Required work: Go through the listing below. Copy each line that has the string "edges".
* * *
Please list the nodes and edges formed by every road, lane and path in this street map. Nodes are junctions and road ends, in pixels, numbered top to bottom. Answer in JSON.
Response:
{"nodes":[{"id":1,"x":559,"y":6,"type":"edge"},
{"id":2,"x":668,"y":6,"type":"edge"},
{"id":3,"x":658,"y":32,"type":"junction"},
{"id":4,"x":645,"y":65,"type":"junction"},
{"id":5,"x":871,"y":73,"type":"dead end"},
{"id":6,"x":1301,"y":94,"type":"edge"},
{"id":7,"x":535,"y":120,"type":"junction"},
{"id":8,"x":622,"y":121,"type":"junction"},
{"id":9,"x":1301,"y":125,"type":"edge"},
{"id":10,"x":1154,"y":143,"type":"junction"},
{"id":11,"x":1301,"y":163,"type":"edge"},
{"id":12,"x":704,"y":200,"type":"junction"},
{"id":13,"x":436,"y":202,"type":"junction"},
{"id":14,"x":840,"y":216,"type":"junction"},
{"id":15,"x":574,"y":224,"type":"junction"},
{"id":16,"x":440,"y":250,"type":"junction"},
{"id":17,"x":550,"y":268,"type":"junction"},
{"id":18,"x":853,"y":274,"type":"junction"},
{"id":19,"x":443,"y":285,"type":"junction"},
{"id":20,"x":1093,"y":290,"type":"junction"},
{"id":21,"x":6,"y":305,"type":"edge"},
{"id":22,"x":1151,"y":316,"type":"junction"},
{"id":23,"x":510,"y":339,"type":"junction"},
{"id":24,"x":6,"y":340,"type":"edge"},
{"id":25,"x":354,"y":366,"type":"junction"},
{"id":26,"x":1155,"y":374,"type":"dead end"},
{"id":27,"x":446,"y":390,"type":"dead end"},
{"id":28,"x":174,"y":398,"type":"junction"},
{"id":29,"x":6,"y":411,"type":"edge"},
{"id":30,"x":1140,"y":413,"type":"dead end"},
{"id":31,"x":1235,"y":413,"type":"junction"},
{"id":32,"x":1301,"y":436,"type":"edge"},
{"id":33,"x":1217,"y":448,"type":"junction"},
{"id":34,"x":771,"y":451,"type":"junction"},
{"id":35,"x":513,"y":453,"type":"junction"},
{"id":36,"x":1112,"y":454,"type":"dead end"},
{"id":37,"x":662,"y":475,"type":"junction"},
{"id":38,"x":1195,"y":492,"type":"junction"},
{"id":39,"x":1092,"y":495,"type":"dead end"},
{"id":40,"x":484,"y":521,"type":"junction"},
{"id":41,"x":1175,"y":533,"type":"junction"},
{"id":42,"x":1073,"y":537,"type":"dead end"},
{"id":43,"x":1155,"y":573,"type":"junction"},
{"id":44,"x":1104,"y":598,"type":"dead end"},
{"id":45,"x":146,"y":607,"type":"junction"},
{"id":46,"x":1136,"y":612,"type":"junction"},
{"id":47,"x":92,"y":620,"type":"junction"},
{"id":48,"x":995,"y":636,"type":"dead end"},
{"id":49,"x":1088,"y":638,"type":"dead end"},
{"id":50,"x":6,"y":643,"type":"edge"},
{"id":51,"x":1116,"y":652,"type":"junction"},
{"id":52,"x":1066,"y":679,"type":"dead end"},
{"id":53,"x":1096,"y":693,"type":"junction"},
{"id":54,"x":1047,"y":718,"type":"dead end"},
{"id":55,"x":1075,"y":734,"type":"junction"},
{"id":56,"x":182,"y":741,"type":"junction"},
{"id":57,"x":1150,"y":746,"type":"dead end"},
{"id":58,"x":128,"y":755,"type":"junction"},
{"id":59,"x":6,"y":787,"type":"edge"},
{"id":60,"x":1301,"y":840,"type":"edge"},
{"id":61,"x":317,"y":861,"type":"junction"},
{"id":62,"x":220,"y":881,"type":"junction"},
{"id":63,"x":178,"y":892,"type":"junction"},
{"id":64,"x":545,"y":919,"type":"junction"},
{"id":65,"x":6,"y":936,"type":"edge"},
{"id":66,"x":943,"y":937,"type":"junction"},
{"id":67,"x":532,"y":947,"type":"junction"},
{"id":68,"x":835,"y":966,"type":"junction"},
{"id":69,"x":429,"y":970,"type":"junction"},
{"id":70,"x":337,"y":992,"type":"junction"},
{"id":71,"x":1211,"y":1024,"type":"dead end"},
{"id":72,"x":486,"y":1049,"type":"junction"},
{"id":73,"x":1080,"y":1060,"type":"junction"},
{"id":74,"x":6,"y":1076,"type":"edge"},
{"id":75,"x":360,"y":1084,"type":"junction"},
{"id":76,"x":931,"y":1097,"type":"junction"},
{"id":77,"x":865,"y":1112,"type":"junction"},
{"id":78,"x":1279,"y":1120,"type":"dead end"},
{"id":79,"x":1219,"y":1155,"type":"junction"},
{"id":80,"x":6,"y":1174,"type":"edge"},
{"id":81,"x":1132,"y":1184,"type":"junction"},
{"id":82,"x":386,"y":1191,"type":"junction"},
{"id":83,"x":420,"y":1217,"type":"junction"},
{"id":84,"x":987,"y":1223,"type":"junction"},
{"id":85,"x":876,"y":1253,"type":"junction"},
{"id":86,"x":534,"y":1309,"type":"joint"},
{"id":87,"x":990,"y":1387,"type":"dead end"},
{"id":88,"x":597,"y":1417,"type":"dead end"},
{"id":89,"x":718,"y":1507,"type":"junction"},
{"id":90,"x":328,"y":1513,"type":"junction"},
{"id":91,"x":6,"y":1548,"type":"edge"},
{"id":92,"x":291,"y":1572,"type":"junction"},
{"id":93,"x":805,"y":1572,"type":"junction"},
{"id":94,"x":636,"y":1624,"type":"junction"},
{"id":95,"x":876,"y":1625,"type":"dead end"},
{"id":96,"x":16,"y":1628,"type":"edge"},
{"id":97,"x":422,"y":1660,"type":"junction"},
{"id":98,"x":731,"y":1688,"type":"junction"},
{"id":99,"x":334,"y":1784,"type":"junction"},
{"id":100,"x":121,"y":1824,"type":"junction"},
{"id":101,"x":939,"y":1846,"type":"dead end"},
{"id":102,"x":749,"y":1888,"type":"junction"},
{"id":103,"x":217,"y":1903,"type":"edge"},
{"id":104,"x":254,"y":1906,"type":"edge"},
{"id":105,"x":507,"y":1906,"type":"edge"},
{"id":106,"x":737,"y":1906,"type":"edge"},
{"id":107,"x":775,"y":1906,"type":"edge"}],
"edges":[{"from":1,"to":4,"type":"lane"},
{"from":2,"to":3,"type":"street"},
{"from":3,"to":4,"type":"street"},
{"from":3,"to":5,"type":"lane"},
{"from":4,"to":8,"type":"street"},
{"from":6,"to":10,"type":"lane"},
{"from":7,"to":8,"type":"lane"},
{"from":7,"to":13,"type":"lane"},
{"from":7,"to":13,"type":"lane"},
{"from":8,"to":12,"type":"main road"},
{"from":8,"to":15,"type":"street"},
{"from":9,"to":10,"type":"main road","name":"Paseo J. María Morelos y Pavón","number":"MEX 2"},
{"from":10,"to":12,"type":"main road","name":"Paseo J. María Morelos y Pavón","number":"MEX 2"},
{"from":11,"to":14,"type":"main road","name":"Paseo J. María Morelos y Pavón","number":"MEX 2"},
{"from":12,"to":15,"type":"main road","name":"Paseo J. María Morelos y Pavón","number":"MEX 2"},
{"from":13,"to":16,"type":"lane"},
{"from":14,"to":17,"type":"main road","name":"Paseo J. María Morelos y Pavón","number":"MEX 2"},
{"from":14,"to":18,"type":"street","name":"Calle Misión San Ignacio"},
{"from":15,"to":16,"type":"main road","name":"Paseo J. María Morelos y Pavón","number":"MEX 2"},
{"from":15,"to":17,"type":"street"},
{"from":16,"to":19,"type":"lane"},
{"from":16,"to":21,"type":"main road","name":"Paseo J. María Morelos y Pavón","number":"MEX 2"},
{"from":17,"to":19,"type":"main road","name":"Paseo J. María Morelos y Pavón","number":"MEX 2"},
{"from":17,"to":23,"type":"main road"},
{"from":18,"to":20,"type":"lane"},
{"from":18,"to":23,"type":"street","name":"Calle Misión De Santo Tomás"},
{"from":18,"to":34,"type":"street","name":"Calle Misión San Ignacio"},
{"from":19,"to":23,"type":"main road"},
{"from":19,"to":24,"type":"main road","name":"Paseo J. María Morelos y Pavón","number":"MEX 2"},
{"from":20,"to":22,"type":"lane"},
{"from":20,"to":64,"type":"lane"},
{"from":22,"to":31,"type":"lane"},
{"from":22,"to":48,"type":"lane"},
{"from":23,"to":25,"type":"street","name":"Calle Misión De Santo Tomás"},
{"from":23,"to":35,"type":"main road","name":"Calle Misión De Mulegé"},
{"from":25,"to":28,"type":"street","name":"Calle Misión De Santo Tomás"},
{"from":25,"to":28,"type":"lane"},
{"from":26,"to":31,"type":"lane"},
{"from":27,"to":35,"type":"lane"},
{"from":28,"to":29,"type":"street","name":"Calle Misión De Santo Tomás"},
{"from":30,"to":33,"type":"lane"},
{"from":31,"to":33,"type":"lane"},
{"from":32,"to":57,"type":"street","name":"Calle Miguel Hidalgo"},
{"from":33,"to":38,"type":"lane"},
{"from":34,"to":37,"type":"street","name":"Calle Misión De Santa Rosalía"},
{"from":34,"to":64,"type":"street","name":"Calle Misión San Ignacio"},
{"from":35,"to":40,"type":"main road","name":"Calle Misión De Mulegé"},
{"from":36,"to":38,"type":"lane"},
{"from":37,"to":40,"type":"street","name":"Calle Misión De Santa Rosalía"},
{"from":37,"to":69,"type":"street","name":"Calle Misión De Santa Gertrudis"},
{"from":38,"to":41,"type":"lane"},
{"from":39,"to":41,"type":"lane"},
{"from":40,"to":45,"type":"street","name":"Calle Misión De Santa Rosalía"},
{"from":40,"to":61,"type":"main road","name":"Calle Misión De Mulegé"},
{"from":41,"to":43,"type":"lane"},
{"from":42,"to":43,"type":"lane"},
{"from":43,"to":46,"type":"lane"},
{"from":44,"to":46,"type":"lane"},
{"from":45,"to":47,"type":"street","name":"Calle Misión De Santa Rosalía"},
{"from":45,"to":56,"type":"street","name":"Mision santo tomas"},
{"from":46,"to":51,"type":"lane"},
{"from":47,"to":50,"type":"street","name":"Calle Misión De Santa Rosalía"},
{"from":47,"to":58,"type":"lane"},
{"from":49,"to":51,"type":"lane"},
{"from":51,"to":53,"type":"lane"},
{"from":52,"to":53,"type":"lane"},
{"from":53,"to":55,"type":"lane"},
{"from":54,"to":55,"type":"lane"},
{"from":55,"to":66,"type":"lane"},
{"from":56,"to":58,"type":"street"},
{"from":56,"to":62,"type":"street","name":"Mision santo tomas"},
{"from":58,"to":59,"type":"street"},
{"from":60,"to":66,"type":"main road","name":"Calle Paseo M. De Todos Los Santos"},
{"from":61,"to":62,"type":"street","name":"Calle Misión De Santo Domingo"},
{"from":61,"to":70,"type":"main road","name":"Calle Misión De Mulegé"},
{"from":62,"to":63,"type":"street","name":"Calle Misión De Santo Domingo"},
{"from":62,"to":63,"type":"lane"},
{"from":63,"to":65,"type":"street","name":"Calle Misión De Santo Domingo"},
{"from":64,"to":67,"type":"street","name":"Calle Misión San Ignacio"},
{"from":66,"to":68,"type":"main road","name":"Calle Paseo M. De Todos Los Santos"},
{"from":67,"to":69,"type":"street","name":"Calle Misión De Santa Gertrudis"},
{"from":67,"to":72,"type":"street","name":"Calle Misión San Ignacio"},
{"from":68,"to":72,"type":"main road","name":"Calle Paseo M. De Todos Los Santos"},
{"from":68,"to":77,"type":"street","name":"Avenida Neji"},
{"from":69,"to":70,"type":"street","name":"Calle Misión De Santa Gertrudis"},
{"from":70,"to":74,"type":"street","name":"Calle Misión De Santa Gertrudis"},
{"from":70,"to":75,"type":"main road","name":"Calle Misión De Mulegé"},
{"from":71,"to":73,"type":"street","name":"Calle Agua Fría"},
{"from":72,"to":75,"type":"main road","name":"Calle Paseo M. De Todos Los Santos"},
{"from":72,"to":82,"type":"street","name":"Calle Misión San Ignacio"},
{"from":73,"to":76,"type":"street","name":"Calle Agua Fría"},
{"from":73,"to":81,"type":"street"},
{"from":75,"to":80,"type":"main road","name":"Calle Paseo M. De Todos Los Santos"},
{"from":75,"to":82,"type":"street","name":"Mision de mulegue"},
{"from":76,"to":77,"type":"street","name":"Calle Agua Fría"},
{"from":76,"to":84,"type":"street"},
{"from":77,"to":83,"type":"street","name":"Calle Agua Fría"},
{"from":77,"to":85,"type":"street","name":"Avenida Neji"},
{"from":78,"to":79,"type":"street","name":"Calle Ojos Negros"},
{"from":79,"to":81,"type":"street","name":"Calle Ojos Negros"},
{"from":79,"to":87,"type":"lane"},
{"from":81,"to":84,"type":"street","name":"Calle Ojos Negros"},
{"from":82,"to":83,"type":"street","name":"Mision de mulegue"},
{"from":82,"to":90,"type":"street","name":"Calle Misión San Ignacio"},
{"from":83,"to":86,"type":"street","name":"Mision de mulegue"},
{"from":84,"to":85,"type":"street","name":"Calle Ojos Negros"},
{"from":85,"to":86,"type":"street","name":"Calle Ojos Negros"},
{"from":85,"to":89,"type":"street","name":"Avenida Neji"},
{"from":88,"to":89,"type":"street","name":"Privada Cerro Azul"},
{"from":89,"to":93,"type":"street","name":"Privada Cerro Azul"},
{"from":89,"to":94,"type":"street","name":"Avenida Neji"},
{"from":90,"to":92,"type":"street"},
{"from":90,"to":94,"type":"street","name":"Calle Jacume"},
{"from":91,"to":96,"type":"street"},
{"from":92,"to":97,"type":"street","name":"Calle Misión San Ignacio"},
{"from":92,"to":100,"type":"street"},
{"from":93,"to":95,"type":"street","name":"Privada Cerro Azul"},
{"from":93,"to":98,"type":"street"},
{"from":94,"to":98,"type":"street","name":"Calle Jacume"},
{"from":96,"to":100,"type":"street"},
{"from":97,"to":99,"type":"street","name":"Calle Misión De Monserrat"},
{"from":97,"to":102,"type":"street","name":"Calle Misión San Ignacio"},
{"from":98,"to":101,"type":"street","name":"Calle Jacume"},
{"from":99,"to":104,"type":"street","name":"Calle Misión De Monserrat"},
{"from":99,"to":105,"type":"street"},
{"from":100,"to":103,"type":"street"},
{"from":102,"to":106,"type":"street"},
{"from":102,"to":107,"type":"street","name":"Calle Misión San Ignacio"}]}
* * *
Task answer:
Please list the nodes and edges formed by every road, lane and path in this street map. Nodes are junctions and road ends, in pixels, numbered top to bottom. Answer in JSON.
"edges":[{"from":1,"to":4,"type":"lane"},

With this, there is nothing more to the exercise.